### About this exercise
Reproduce all of the data below without alteration; exclude every picture.

### The input
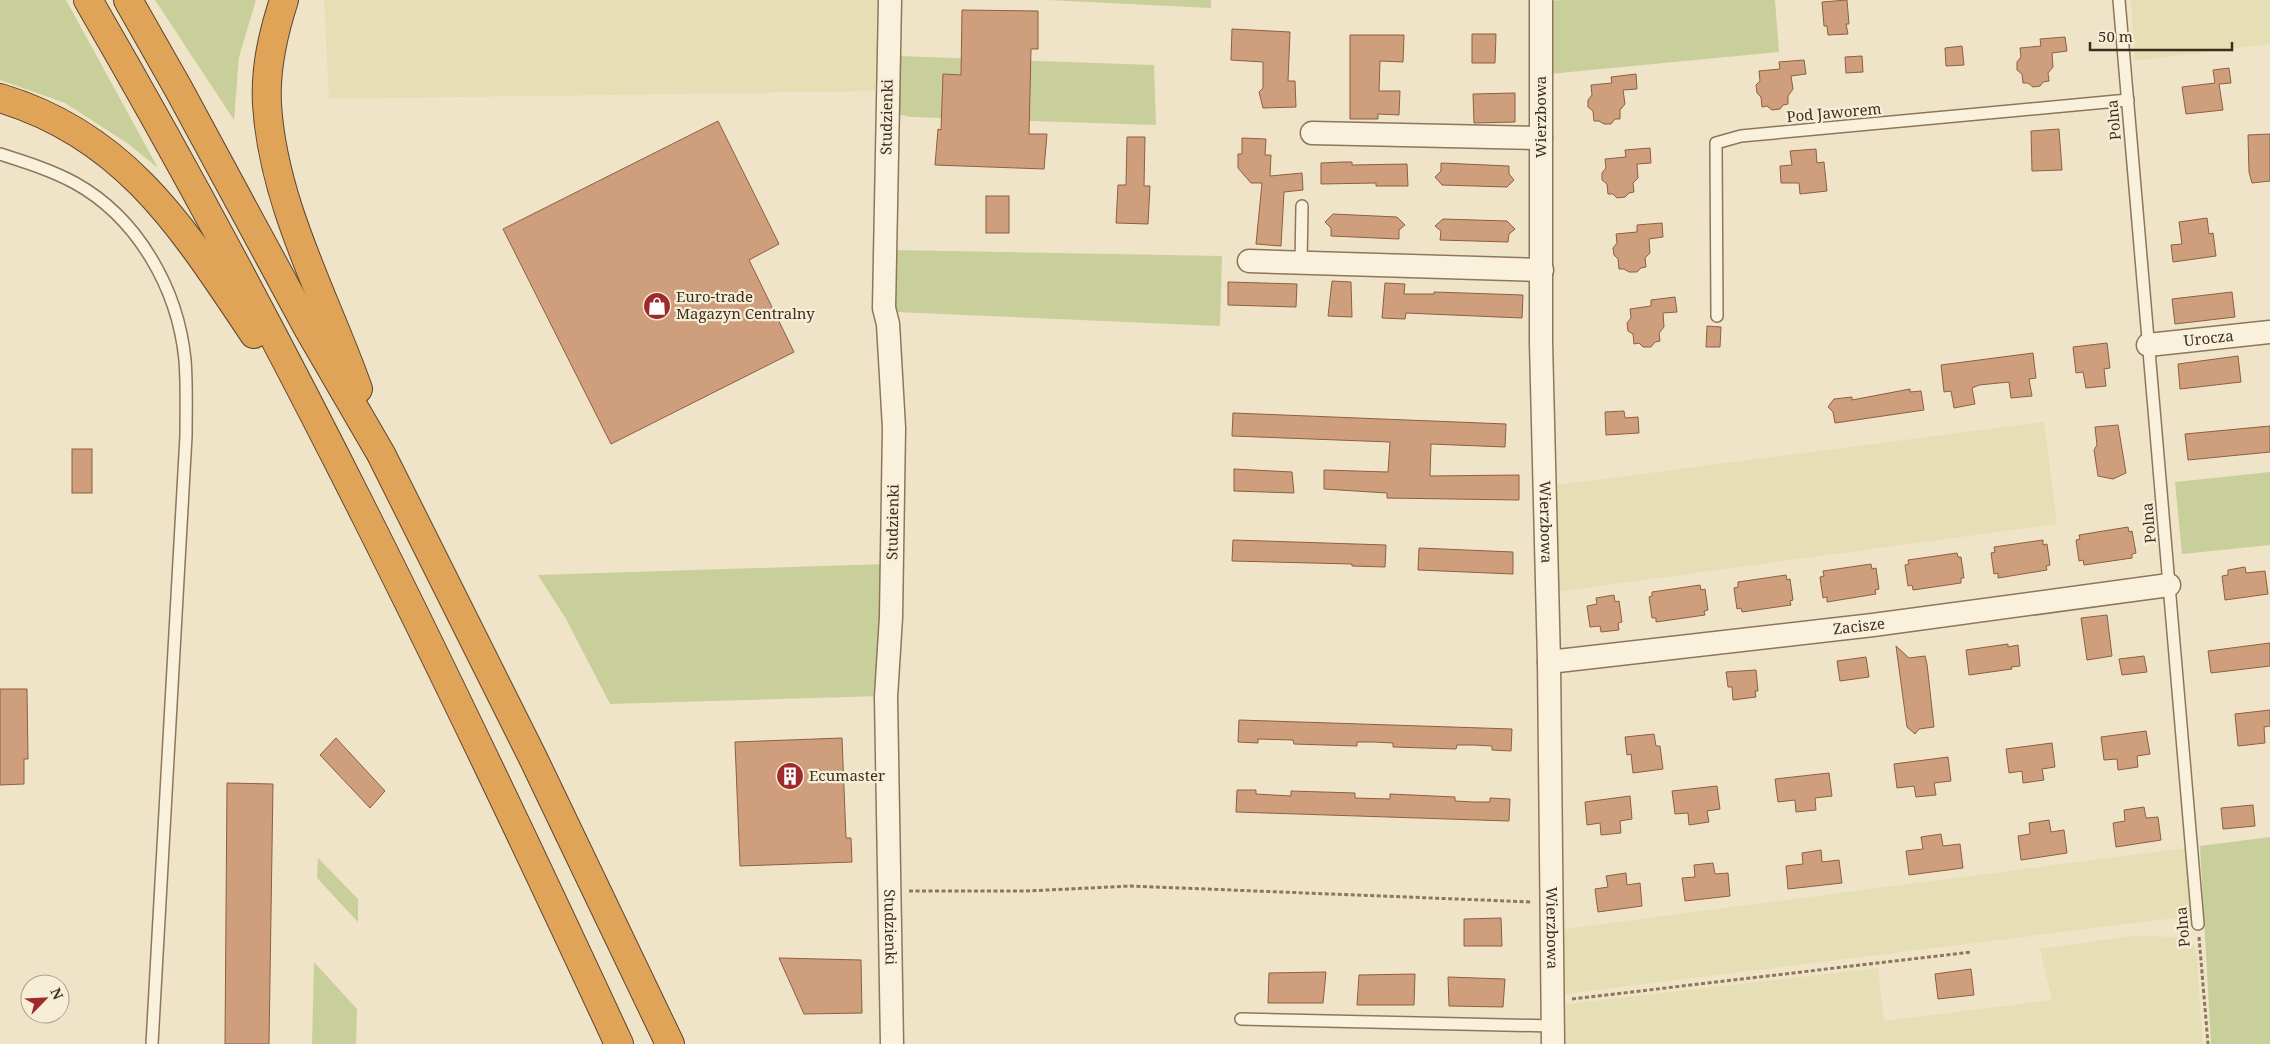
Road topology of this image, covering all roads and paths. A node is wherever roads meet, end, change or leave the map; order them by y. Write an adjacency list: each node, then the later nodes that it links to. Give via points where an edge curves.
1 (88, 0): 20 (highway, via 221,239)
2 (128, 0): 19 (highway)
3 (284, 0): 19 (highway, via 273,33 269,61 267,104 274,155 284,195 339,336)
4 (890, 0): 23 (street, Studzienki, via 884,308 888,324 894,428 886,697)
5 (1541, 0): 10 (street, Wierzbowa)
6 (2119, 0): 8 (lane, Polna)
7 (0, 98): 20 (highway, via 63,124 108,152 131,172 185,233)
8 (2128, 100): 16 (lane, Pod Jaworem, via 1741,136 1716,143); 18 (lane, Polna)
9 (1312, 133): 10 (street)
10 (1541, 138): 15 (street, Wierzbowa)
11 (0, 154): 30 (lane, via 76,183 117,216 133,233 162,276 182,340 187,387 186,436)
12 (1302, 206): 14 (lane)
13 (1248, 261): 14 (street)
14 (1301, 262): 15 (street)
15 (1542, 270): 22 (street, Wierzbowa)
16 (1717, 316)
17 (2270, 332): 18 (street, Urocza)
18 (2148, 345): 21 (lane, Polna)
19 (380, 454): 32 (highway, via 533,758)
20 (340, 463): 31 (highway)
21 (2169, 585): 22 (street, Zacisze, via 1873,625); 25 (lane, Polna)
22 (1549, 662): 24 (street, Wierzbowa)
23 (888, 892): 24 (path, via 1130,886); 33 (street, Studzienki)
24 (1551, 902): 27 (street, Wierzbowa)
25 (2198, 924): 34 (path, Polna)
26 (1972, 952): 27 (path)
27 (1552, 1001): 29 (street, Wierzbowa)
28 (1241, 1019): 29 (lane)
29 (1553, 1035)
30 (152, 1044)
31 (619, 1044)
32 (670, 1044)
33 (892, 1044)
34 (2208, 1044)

### Response to this exercise
Road topology of this image, covering all roads and paths. A node is wherever roads meet, end, change or leave the map; order them by y. Write an adjacency list: each node, then the later nodes that it links to. Give via points where an edge curves.
1 (88, 0): 20 (highway, via 221,239)
2 (128, 0): 19 (highway)
3 (284, 0): 19 (highway, via 273,33 269,61 267,104 274,155 284,195 339,336)
4 (890, 0): 23 (street, Studzienki, via 884,308 888,324 894,428 886,697)
5 (1541, 0): 10 (street, Wierzbowa)
6 (2119, 0): 8 (lane, Polna)
7 (0, 98): 20 (highway, via 63,124 108,152 131,172 185,233)
8 (2128, 100): 16 (lane, Pod Jaworem, via 1741,136 1716,143); 18 (lane, Polna)
9 (1312, 133): 10 (street)
10 (1541, 138): 15 (street, Wierzbowa)
11 (0, 154): 30 (lane, via 76,183 117,216 133,233 162,276 182,340 187,387 186,436)
12 (1302, 206): 14 (lane)
13 (1248, 261): 14 (street)
14 (1301, 262): 15 (street)
15 (1542, 270): 22 (street, Wierzbowa)
16 (1717, 316)
17 (2270, 332): 18 (street, Urocza)
18 (2148, 345): 21 (lane, Polna)
19 (380, 454): 32 (highway, via 533,758)
20 (340, 463): 31 (highway)
21 (2169, 585): 22 (street, Zacisze, via 1873,625); 25 (lane, Polna)
22 (1549, 662): 24 (street, Wierzbowa)
23 (888, 892): 24 (path, via 1130,886); 33 (street, Studzienki)
24 (1551, 902): 27 (street, Wierzbowa)
25 (2198, 924): 34 (path, Polna)
26 (1972, 952): 27 (path)
27 (1552, 1001): 29 (street, Wierzbowa)
28 (1241, 1019): 29 (lane)
29 (1553, 1035)
30 (152, 1044)
31 (619, 1044)
32 (670, 1044)
33 (892, 1044)
34 (2208, 1044)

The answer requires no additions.